→ **WHAT YOU ARE ASKED TO DO**: Go through the entries below and pick out every line with "TERRACE".

→ **RECORDS FOR THIS EXERCISE**:
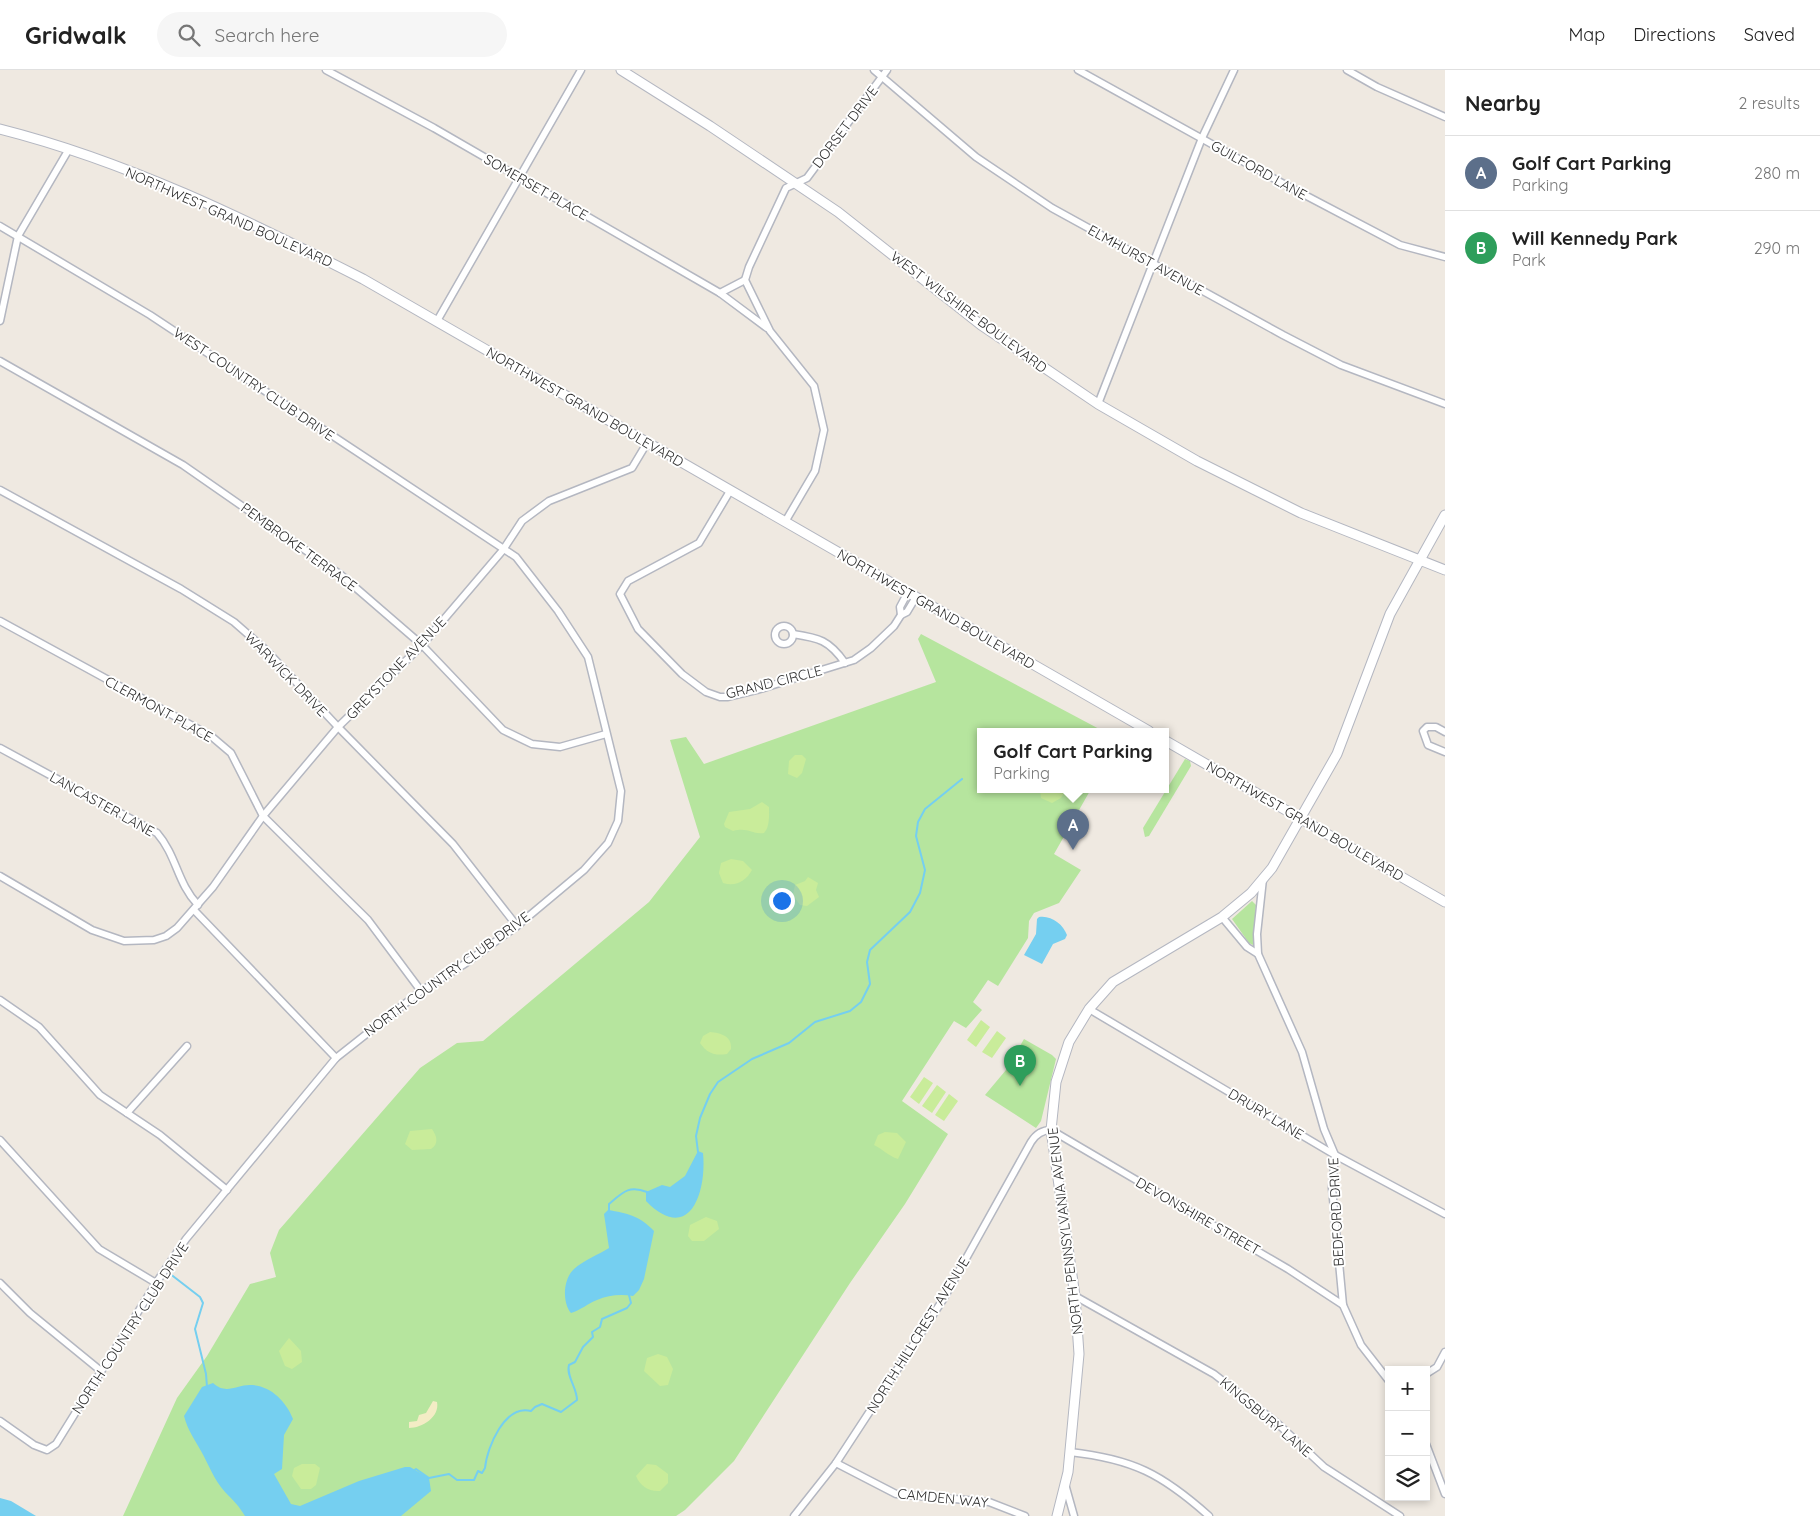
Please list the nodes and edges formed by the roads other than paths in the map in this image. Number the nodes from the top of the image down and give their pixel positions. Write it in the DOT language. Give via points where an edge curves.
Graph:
graph roads {
  1 [pos="326,70"];
  2 [pos="581,70"];
  3 [pos="621,70"];
  4 [pos="874,70"];
  5 [pos="887,70"];
  6 [pos="1078,70"];
  7 [pos="1234,70"];
  8 [pos="1347,70"];
  9 [pos="883,76"];
  10 [pos="1445,117"];
  11 [pos="0,129"];
  12 [pos="1202,138"];
  13 [pos="69,149"];
  14 [pos="520,177"];
  15 [pos="795,182"];
  16 [pos="0,226"];
  17 [pos="18,236"];
  18 [pos="1445,257"];
  19 [pos="1153,264"];
  20 [pos="745,280"];
  21 [pos="720,292"];
  22 [pos="0,321"];
  23 [pos="438,321"];
  24 [pos="770,331"];
  25 [pos="0,361"];
  26 [pos="1098,404"];
  27 [pos="1445,404"];
  28 [pos="647,443"];
  29 [pos="0,490"];
  30 [pos="730,491"];
  31 [pos="1445,515"];
  32 [pos="784,522"];
  33 [pos="504,550"];
  34 [pos="1419,560"];
  35 [pos="1445,570"];
  36 [pos="908,592"];
  37 [pos="916,597"];
  38 [pos="901,615"];
  39 [pos="0,621"];
  40 [pos="793,634"];
  41 [pos="422,645"];
  42 [pos="845,663"];
  43 [pos="338,728"];
  44 [pos="1144,728"];
  45 [pos="1445,732"];
  46 [pos="606,734"];
  47 [pos="1169,743"];
  48 [pos="0,748"];
  49 [pos="1445,752"];
  50 [pos="263,816"];
  51 [pos="1301,819"];
  52 [pos="0,876"];
  53 [pos="1263,880"];
  54 [pos="1445,902"];
  55 [pos="196,907"];
  56 [pos="1222,917"];
  57 [pos="516,926"];
  58 [pos="1258,954"];
  59 [pos="421,991"];
  60 [pos="0,1000"];
  61 [pos="1089,1009"];
  62 [pos="187,1046"];
  63 [pos="336,1058"];
  64 [pos="127,1113"];
  65 [pos="1052,1130"];
  66 [pos="0,1140"];
  67 [pos="1334,1155"];
  68 [pos="227,1190"];
  69 [pos="1445,1214"];
  70 [pos="0,1283"];
  71 [pos="156,1283"];
  72 [pos="1075,1296"];
  73 [pos="1343,1305"];
  74 [pos="1445,1352"];
  75 [pos="102,1371"];
  76 [pos="1430,1371"];
  77 [pos="1385,1376"];
  78 [pos="0,1421"];
  79 [pos="1070,1452"];
  80 [pos="1430,1455"];
  81 [pos="836,1463"];
  82 [pos="1066,1484"];
  83 [pos="1445,1494"];
  84 [pos="794,1516"];
  85 [pos="1025,1516"];
  86 [pos="1056,1516"];
  87 [pos="1074,1516"];
  88 [pos="1208,1516"];
  89 [pos="1400,1516"];
  1 -- 14 [label="street, SOMERSET PLACE"];
  2 -- 14 [label="street"];
  3 -- 15 [label="street, WEST WILSHIRE BOULEVARD"];
  4 -- 9 [label="street, ELMHURST AVENUE"];
  5 -- 9 [label="street, DORSET DRIVE"];
  6 -- 12 [label="street, GUILFORD LANE"];
  7 -- 12 [label="street"];
  8 -- 10 [label="street"];
  9 -- 15 [label="street, DORSET DRIVE" via="807,178"];
  9 -- 19 [label="street, ELMHURST AVENUE" via="976,157 1052,208"];
  11 -- 13 [label="street, NORTHWEST GRAND BOULEVARD"];
  12 -- 18 [label="street, GUILFORD LANE" via="1400,245"];
  12 -- 19 [label="street"];
  13 -- 17 [label="street"];
  13 -- 23 [label="street, NORTHWEST GRAND BOULEVARD" via="258,226"];
  14 -- 21 [label="street, SOMERSET PLACE"];
  14 -- 23 [label="street"];
  15 -- 20 [label="street, DORSET DRIVE" via="786,188"];
  15 -- 26 [label="street, WEST WILSHIRE BOULEVARD" via="981,325"];
  16 -- 17 [label="street, WEST COUNTRY CLUB DRIVE"];
  17 -- 22 [label="street"];
  17 -- 33 [label="street, WEST COUNTRY CLUB DRIVE" via="150,315"];
  19 -- 26 [label="street"];
  19 -- 27 [label="street, ELMHURST AVENUE" via="1341,364"];
  20 -- 21 [label="street"];
  20 -- 24 [label="street"];
  21 -- 24 [label="street, SOMERSET PLACE"];
  23 -- 28 [label="street, NORTHWEST GRAND BOULEVARD"];
  24 -- 32 [label="street" via="814,386 824,430 814,471"];
  25 -- 41 [label="street, PEMBROKE TERRACE" via="183,465 341,575"];
  26 -- 34 [label="street, WEST WILSHIRE BOULEVARD" via="1197,461 1301,513"];
  28 -- 30 [label="street, NORTHWEST GRAND BOULEVARD"];
  28 -- 33 [label="street, GREYSTONE AVENUE" via="632,468 549,501 522,520"];
  29 -- 43 [label="street, WARWICK DRIVE" via="181,589 234,622 268,651"];
  30 -- 32 [label="street, NORTHWEST GRAND BOULEVARD"];
  30 -- 42 [label="street, GRAND CIRCLE" via="699,543 628,581 623,588 620,594 638,628 682,674 706,692 720,696 757,690"];
  31 -- 34 [label="street, NORTH PENNSYLVANIA AVENUE"];
  32 -- 36 [label="street, NORTHWEST GRAND BOULEVARD"];
  33 -- 41 [label="street, GREYSTONE AVENUE"];
  33 -- 46 [label="street, NORTH COUNTRY CLUB DRIVE" via="516,558 588,657"];
  34 -- 35 [label="street, WEST WILSHIRE BOULEVARD"];
  34 -- 51 [label="street, NORTH PENNSYLVANIA AVENUE" via="1390,614 1337,754"];
  36 -- 37 [label="street, NORTHWEST GRAND BOULEVARD"];
  36 -- 38 [label="street, GRAND CIRCLE" via="900,607"];
  37 -- 38 [label="street, GRAND CIRCLE" via="907,612"];
  37 -- 44 [label="street, NORTHWEST GRAND BOULEVARD"];
  38 -- 42 [label="street, GRAND CIRCLE" via="871,648"];
  39 -- 50 [label="street, CLERMONT PLACE" via="211,736 231,753"];
  40 -- 42 [label="street" via="816,637 837,652"];
  41 -- 43 [label="street, GREYSTONE AVENUE"];
  41 -- 46 [label="street, PEMBROKE TERRACE" via="503,730 532,744 560,747"];
  43 -- 50 [label="street, GREYSTONE AVENUE"];
  43 -- 57 [label="street, WARWICK DRIVE" via="453,844"];
  45 -- 49 [label="street" via="1436,727 1427,727 1423,732 1428,745"];
  46 -- 57 [label="street, NORTH COUNTRY CLUB DRIVE" via="620,791 618,820 608,843 584,870"];
  47 -- 51 [label="street, NORTHWEST GRAND BOULEVARD"];
  48 -- 55 [label="street, LANCASTER LANE" via="157,833 172,853"];
  50 -- 55 [label="street, GREYSTONE AVENUE"];
  50 -- 59 [label="street, CLERMONT PLACE" via="368,920"];
  51 -- 53 [label="street, NORTH PENNSYLVANIA AVENUE"];
  51 -- 54 [label="street, NORTHWEST GRAND BOULEVARD"];
  52 -- 55 [label="street, GREYSTONE AVENUE" via="92,930 124,941 154,940 166,936"];
  53 -- 56 [label="street, NORTH PENNSYLVANIA AVENUE"];
  53 -- 58 [label="street, BEDFORD DRIVE"];
  55 -- 63 [label="street, LANCASTER LANE"];
  56 -- 58 [label="street, BEDFORD DRIVE" via="1247,947"];
  56 -- 61 [label="street, NORTH PENNSYLVANIA AVENUE" via="1125,974 1109,986"];
  57 -- 59 [label="street, NORTH COUNTRY CLUB DRIVE"];
  58 -- 67 [label="street, BEDFORD DRIVE" via="1302,1052"];
  59 -- 63 [label="street, NORTH COUNTRY CLUB DRIVE"];
  60 -- 64 [label="street" via="39,1027 100,1095"];
  61 -- 65 [label="street, NORTH PENNSYLVANIA AVENUE" via="1075,1029 1060,1069 1053,1098"];
  61 -- 67 [label="street, DRURY LANE"];
  62 -- 64 [label="street"];
  63 -- 68 [label="street, NORTH COUNTRY CLUB DRIVE"];
  64 -- 68 [label="street" via="160,1135"];
  65 -- 72 [label="street, NORTH PENNSYLVANIA AVENUE"];
  65 -- 73 [label="street, DEVONSHIRE STREET" via="1288,1269"];
  65 -- 81 [label="street, NORTH HILLCREST AVENUE" via="1044,1130 1034,1136 944,1298"];
  66 -- 71 [label="street" via="93,1243"];
  67 -- 69 [label="street, DRURY LANE"];
  67 -- 73 [label="street, BEDFORD DRIVE" via="1333,1198"];
  68 -- 71 [label="street, NORTH COUNTRY CLUB DRIVE" via="186,1239"];
  70 -- 75 [label="street" via="30,1313"];
  71 -- 75 [label="street, NORTH COUNTRY CLUB DRIVE"];
  72 -- 79 [label="street, NORTH PENNSYLVANIA AVENUE" via="1079,1354"];
  72 -- 89 [label="street, KINGSBURY LANE" via="1214,1374 1277,1423 1324,1467"];
  73 -- 77 [label="street, BEDFORD DRIVE" via="1361,1345"];
  74 -- 76 [label="street" via="1437,1367"];
  75 -- 78 [label="street, NORTH COUNTRY CLUB DRIVE" via="56,1444 48,1450 34,1445"];
  79 -- 82 [label="street, NORTH PENNSYLVANIA AVENUE"];
  79 -- 88 [label="street" via="1108,1457 1141,1468 1182,1493"];
  80 -- 83 [label="street"];
  81 -- 84 [label="street, NORTH HILLCREST AVENUE"];
  81 -- 85 [label="street, CAMDEN WAY" via="896,1494 989,1502"];
  82 -- 86 [label="street, NORTH PENNSYLVANIA AVENUE"];
  82 -- 87 [label="street"];
}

→ **RESPONSE**:
  25 -- 41 [label="street, PEMBROKE TERRACE" via="183,465 341,575"];
  41 -- 46 [label="street, PEMBROKE TERRACE" via="503,730 532,744 560,747"];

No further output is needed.